It is on YP to make it clear to users whether or not Yocto comes with
the same set of security guarantees as distributions like Ubuntu or Debian. 
If it is the duty of every user of Yocto to track and fix CVEs,
then this has to be stated clearly instead of implying the opposite.
This gives users the opportunity to mitigate, instead of unknowingly
shipping insecure products.

E.g. embedded products based on Ubuntu with its security support from 
Linux Foundation member Canonical are clearly better than embedded 
products based on any distribution without similar security support.
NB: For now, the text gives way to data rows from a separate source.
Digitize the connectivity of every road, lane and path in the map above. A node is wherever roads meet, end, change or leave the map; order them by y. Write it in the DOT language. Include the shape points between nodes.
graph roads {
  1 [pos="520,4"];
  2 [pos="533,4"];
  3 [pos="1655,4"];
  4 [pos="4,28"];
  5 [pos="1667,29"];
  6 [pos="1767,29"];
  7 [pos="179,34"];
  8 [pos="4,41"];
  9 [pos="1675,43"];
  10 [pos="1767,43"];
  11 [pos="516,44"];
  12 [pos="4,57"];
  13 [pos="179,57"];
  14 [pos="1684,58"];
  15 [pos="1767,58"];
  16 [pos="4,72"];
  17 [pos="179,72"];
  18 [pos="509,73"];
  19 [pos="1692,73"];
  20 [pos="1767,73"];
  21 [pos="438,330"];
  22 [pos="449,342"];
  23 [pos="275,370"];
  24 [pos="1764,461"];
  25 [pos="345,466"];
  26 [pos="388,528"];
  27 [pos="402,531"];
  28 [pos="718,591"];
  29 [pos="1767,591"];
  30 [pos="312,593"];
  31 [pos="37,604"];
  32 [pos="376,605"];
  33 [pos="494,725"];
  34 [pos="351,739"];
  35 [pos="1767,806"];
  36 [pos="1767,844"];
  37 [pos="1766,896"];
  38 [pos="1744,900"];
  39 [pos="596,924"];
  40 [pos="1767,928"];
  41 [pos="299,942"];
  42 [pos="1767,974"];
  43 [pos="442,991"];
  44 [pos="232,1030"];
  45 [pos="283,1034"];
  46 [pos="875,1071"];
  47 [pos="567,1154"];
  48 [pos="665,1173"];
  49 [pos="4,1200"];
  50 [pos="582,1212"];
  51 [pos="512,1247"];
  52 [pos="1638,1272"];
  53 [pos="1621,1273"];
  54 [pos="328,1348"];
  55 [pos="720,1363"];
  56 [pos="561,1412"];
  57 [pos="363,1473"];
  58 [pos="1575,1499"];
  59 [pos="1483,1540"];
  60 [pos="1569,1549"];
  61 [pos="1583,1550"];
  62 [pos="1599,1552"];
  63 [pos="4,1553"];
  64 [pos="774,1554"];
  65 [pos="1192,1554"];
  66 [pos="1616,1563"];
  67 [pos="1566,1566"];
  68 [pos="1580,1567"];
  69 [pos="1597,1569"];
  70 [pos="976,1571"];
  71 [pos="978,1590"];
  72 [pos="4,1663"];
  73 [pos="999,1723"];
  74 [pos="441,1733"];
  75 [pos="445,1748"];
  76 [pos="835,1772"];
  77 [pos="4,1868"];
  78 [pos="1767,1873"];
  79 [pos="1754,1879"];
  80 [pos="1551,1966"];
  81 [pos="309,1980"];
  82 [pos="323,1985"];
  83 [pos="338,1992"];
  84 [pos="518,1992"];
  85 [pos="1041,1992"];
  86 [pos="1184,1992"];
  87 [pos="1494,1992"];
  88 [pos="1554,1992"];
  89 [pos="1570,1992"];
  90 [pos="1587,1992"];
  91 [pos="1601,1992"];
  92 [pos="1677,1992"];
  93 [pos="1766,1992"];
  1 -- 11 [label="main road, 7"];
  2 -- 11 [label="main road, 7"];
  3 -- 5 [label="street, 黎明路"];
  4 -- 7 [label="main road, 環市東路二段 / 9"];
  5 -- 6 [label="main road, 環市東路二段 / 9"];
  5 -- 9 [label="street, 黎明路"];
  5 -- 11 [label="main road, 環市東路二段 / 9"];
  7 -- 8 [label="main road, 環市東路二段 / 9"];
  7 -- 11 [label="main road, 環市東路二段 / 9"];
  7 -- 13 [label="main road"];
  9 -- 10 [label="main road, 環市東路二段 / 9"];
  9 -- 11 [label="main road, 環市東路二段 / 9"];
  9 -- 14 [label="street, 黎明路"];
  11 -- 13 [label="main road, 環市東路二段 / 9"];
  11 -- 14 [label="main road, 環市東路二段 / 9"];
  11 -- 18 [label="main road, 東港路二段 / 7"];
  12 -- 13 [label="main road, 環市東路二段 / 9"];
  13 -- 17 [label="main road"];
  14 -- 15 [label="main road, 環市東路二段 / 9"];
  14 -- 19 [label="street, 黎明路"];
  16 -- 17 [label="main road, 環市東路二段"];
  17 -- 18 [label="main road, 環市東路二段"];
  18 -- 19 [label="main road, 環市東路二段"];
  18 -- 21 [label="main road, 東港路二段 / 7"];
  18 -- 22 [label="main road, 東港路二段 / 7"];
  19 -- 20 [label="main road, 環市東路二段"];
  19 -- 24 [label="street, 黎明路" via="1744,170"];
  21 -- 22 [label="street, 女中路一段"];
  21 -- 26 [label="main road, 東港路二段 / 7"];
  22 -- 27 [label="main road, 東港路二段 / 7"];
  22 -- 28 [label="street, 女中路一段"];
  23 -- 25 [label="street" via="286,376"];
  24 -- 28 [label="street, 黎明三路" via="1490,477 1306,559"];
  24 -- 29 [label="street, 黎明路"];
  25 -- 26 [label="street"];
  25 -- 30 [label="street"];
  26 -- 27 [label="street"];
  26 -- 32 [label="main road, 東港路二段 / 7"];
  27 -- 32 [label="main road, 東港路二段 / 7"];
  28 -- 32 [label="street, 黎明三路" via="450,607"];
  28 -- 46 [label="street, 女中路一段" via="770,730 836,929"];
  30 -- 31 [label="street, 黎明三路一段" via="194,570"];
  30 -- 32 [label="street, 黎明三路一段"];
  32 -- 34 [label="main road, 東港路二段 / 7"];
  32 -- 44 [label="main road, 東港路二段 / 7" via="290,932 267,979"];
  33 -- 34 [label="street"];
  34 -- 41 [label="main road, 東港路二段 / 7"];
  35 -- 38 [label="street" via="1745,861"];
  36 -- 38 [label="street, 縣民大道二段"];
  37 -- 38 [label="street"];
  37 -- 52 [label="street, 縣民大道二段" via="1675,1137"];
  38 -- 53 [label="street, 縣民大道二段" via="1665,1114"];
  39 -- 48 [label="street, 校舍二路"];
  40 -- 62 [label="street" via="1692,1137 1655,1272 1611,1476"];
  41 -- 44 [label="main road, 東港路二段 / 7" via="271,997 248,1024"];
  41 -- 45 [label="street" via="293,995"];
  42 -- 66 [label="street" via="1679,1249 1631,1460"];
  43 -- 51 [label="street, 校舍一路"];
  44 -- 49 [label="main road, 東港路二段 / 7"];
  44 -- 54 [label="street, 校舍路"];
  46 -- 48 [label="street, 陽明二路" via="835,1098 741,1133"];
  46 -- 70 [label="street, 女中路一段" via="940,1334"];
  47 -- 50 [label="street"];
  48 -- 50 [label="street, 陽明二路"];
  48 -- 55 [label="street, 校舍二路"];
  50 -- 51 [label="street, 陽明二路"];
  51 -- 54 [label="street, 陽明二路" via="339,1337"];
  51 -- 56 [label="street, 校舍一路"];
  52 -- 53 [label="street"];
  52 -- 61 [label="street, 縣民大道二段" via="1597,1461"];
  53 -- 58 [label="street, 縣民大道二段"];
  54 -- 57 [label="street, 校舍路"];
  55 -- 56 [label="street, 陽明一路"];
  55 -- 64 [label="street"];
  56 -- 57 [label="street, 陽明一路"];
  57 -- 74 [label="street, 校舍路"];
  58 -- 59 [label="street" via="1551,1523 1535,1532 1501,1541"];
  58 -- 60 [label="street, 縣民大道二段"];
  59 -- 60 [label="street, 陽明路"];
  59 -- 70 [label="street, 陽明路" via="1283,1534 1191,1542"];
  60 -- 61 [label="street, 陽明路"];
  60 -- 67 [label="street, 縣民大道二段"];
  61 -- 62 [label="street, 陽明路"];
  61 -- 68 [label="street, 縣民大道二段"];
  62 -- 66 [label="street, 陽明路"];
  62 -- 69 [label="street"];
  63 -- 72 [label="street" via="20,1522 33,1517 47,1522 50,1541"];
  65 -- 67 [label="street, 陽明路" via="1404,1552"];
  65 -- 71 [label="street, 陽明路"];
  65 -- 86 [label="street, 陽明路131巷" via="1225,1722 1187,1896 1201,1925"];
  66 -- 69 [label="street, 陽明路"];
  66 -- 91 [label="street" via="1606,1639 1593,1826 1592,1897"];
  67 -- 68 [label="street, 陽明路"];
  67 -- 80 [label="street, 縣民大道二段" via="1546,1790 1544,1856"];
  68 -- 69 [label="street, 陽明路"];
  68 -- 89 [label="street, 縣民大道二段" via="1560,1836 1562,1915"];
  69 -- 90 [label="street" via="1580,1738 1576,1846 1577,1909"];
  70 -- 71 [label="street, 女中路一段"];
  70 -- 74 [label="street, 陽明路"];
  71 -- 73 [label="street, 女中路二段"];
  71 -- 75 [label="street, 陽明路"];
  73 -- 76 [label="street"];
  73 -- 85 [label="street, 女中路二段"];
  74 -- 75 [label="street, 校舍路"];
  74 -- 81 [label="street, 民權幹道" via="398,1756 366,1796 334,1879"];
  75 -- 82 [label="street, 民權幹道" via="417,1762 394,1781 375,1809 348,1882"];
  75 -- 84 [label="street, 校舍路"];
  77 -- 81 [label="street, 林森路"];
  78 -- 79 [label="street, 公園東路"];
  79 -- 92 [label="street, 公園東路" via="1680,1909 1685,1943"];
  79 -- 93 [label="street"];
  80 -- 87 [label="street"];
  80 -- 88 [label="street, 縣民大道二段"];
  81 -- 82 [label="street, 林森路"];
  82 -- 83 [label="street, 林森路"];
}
And while you are downloading an Ubuntu image from their website you are 
on a "Contribute with PayPal" page.

>...
> > If YP does not want to be responsible for insecure millions of
> > devices, it is up to YP to not make incorrect claims and make it
> > clear in announcements and user documentation if security support is
> > not provided by YP.
> 
> I think the definition of "security support" is arguable to be
> different things but the intent of what we're trying to do here is
> clear. No, the person will not write the patches, the intent is to
> coordinate the maintenance of the branch. If there are huge security
> holes I would at least expect they can highlight the issues and then
> coordinate any help in fixing them. That in itself is a level of
> security support btw.

This is a bit of a strawman, the problem is elsewhere.

Vulnerabilities are rarely OE/Yocto-specific, in practice security
support means applying the same patches that other distributions
are also applying.

When a security advisory will be published for Ubuntu 20.04 LTS
there will be a patch available for usually approximately the
same version of this software as is in Yocto 3.1 LTS.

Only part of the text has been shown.